Fizeram juntas no ano passado a peca A viagem. Somos um núcleo de três pessoas. Além de nós a Cássia, que é a produtora executiva, mas que também é atriz e já fez leituras conosco e a Lica, que cuida da parte financeira e administrativa.

Temos ainda atores como o Ranieri Gonzales e o Rodrigo Ferrarini, que são participantes da companhia e estão no elenco de algumas peças do repertório. São colaboradores maravilhosos.

O Estado – Como acontece o processo de criação dos textos?

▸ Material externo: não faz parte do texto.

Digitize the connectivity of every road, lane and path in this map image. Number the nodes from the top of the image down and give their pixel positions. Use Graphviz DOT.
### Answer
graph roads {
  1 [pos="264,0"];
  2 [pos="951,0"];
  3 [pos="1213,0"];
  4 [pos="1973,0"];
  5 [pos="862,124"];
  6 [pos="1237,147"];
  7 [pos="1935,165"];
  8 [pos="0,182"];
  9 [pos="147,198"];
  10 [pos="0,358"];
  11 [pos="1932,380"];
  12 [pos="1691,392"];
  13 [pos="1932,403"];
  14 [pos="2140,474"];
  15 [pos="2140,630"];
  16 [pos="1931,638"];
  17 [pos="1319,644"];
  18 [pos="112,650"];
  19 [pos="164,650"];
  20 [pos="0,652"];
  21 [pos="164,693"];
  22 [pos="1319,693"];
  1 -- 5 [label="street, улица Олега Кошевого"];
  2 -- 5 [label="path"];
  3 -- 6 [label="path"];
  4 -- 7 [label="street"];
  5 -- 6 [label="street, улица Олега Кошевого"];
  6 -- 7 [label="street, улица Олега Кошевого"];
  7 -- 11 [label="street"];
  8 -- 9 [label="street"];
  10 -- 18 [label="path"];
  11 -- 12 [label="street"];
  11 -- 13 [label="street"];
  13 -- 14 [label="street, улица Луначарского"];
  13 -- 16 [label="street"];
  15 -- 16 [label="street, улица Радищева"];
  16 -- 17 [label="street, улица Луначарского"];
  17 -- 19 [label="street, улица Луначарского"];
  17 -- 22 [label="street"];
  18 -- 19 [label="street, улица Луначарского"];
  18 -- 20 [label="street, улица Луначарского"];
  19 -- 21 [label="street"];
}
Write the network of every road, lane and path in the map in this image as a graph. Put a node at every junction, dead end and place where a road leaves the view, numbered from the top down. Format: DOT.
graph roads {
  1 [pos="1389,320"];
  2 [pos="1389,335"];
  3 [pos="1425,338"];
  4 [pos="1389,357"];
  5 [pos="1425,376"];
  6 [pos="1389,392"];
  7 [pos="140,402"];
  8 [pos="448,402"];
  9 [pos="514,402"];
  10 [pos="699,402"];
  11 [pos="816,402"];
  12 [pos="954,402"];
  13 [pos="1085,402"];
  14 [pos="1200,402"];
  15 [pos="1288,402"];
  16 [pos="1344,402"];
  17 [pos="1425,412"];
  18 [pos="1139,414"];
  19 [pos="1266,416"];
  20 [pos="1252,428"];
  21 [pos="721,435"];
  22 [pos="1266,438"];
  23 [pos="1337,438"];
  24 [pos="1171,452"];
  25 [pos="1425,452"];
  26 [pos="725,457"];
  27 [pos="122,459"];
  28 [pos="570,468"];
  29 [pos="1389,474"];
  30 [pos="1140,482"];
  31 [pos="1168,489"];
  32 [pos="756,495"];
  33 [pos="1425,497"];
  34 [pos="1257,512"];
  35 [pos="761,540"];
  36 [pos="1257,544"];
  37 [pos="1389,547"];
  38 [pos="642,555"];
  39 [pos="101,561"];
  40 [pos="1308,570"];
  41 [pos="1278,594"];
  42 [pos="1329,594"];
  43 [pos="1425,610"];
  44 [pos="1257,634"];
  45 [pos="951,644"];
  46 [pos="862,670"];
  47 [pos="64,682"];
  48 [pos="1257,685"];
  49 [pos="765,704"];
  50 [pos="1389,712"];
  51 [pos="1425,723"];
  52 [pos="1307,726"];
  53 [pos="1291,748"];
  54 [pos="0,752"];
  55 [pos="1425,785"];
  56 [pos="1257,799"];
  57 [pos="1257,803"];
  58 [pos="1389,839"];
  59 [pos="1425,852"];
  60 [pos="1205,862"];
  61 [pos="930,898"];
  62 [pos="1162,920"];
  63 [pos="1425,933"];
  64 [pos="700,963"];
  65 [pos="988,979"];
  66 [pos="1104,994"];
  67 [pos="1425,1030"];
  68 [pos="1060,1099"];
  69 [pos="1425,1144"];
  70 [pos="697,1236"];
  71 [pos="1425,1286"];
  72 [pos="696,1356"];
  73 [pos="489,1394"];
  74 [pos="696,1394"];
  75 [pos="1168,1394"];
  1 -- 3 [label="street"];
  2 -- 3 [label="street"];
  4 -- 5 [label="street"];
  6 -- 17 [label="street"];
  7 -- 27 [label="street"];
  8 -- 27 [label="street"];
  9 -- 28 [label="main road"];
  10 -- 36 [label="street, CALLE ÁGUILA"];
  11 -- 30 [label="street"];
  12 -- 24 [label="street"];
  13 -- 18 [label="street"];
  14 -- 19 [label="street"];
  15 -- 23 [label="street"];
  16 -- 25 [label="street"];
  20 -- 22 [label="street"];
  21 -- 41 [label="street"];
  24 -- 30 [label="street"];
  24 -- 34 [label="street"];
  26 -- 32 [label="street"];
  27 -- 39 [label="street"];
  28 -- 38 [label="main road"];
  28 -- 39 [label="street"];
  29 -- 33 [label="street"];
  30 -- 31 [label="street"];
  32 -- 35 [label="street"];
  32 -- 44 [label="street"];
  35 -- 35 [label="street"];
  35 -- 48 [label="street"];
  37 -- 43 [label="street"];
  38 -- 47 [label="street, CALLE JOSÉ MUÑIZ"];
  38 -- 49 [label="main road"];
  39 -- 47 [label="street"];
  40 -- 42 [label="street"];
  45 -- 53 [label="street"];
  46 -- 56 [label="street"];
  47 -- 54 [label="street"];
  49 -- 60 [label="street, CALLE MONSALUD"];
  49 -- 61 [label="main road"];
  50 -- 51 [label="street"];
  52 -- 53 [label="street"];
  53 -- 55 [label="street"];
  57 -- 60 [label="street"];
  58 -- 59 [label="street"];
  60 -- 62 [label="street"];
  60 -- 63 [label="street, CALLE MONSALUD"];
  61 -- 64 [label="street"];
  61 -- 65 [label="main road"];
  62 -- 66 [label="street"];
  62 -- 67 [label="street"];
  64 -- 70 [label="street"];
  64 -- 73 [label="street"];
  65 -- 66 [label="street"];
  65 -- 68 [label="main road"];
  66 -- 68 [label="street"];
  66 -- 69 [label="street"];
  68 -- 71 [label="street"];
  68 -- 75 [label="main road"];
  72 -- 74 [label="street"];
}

Marcio -Quando trabalhamos com dramaturgia original, os processos mudam a cada trabalho. No mais recente, Vida, trabalhamos a partir da obra do Paulo Leminski, numa pesquisa que durou cerca de um ano e meio e culminou num texto inédito escrito por mim em duas etapas: uma paralelamente ao trabalho com os atores e outra sozinho, num período de interrupção propositada do processo.

O Estado – Como acontecem as parcerias com outros artistas?

Marcio -Geralmente os encontros artísticos se dão por afinidades. Temos várias parecerias dessa natureza, com muitos artistas, brasileiros e estrangeiros. Algumas parcerias são mais consolidadas e continuadas, como com a Compagnie Jakart&Mugiscué, de Paris, com a qual já realizamos três projetos, no Brasil e na França.

Além disso há as parecerias com o Grupo Espanca de Belo Horizonte, com a Casa da Ribeira em Natal, com artistas como o ator Luis Melo, o cartunista Solda, a artista visual Margit Leisner, a atriz, jornalista e escritora Bianca Ramoneda, enfim, muitas trocas que confirmam nossa vocação de diálogos criativos.

O Estado – Quais os próximos planos para a peça Vida depois do sucesso da temporada em Curitiba?

Marcio -Certamente a peça entrará em repertório. Temos temporadas programadas no Rio, no interior do Paraná e também em São Paulo.

O Estado – Que artistas você admira e que influenciam no seu trabalho?

Marcio -Os atores com quem tenho trabalhado ultimamente. Os colaboradores da companhia brasileira. O dramaturgo russo Ivan Viripaev, o diretor polonês Krzystof Warlikowski, o poeta português Gonçalo M. Tavares, e por aí vai.